---------- GIVEN DATA ----------
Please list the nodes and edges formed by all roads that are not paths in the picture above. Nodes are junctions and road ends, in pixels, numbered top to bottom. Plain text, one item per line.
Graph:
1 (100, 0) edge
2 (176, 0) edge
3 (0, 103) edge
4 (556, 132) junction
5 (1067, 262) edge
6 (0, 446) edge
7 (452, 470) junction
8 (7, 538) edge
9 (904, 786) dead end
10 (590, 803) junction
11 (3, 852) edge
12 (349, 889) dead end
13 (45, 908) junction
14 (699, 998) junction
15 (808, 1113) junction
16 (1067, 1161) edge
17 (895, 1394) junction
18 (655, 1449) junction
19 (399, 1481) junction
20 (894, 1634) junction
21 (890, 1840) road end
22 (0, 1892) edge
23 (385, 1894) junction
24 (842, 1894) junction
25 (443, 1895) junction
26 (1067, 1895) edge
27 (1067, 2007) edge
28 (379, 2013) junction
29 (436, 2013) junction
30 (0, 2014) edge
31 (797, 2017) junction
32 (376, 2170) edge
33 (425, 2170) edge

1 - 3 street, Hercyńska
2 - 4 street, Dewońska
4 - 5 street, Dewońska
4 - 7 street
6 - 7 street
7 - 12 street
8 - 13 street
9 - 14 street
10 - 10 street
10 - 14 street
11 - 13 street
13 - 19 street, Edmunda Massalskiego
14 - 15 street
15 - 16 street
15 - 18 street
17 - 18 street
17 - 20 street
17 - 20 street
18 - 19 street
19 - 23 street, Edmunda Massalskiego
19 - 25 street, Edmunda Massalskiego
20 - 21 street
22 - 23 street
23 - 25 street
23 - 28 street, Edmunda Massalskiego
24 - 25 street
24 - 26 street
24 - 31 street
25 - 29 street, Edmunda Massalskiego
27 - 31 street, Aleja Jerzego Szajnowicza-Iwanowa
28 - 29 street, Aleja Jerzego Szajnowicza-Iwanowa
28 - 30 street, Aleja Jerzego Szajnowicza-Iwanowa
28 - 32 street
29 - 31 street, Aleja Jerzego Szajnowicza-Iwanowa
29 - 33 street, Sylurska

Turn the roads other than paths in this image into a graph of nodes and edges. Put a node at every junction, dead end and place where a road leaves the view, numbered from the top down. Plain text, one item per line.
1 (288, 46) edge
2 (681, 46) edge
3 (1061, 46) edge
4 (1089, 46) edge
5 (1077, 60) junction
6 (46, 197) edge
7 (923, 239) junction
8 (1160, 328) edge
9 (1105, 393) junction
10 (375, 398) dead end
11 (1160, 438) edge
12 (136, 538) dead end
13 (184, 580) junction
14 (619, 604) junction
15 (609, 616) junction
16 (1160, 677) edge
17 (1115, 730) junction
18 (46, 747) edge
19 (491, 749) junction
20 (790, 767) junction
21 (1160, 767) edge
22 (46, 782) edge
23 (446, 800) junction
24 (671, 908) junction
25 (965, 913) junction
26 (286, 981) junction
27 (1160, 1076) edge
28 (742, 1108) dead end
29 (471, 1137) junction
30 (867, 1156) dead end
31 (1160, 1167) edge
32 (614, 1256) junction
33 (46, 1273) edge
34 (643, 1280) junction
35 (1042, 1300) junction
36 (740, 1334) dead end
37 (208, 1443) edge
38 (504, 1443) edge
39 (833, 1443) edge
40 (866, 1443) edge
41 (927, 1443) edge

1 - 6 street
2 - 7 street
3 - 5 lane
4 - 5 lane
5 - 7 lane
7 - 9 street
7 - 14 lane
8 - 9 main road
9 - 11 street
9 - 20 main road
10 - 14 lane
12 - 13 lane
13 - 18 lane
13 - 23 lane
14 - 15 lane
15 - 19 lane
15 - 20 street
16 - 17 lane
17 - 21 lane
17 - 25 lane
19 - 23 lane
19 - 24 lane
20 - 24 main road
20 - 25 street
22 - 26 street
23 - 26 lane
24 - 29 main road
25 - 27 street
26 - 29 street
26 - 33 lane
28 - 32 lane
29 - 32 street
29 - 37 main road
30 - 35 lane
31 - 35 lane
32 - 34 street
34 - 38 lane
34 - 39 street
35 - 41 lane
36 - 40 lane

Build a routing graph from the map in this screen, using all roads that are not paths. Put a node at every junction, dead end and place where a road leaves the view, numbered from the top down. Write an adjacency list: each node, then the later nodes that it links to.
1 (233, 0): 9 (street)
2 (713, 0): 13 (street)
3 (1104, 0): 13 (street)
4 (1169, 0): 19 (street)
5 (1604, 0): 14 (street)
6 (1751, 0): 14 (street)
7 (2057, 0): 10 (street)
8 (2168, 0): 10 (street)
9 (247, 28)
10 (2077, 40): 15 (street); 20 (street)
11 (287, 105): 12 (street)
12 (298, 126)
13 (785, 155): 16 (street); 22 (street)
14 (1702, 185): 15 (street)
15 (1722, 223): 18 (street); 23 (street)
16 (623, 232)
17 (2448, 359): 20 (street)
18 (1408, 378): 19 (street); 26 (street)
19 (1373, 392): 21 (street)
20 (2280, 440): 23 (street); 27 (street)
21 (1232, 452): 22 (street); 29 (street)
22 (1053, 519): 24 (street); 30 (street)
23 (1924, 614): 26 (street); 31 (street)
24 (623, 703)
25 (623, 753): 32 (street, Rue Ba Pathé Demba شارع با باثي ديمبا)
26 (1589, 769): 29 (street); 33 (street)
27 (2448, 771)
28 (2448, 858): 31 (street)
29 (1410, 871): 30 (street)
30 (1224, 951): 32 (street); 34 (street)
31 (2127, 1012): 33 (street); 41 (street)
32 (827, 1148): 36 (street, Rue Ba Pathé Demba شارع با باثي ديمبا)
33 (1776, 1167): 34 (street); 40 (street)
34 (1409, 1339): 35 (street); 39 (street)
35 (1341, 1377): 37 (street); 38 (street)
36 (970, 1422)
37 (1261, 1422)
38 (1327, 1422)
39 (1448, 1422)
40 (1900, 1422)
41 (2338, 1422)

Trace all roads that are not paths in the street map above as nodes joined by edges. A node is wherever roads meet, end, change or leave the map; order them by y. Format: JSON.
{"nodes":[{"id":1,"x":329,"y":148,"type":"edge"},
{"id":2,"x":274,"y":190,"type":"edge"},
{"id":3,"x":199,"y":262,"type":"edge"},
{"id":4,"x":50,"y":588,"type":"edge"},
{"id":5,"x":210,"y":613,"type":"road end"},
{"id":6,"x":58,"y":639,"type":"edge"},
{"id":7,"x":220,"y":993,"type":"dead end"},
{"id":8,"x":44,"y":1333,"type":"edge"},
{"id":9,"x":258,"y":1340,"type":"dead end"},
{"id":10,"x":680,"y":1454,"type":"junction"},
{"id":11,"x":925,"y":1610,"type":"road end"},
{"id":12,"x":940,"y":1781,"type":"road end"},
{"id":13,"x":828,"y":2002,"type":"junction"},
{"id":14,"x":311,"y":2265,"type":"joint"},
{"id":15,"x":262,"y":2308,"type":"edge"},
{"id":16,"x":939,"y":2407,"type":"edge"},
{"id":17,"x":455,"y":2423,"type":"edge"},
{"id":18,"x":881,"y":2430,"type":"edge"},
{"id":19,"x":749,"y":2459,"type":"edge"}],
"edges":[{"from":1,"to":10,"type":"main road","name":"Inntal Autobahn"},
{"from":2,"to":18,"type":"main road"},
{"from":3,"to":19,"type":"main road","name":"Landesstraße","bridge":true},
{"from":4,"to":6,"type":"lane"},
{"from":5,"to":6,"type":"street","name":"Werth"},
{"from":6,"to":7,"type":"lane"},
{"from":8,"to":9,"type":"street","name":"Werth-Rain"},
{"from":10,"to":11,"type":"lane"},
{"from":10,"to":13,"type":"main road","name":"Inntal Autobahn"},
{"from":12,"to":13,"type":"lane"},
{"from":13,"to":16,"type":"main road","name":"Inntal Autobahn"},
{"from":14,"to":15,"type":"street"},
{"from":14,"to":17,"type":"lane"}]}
----------
• _WHAT THE TASK ASKS_
When a line in the data contains "Jerzego", return it as written.

• _EXERCISE SOLUTION_
27 - 31 street, Aleja Jerzego Szajnowicza-Iwanowa
28 - 29 street, Aleja Jerzego Szajnowicza-Iwanowa
28 - 30 street, Aleja Jerzego Szajnowicza-Iwanowa
29 - 31 street, Aleja Jerzego Szajnowicza-Iwanowa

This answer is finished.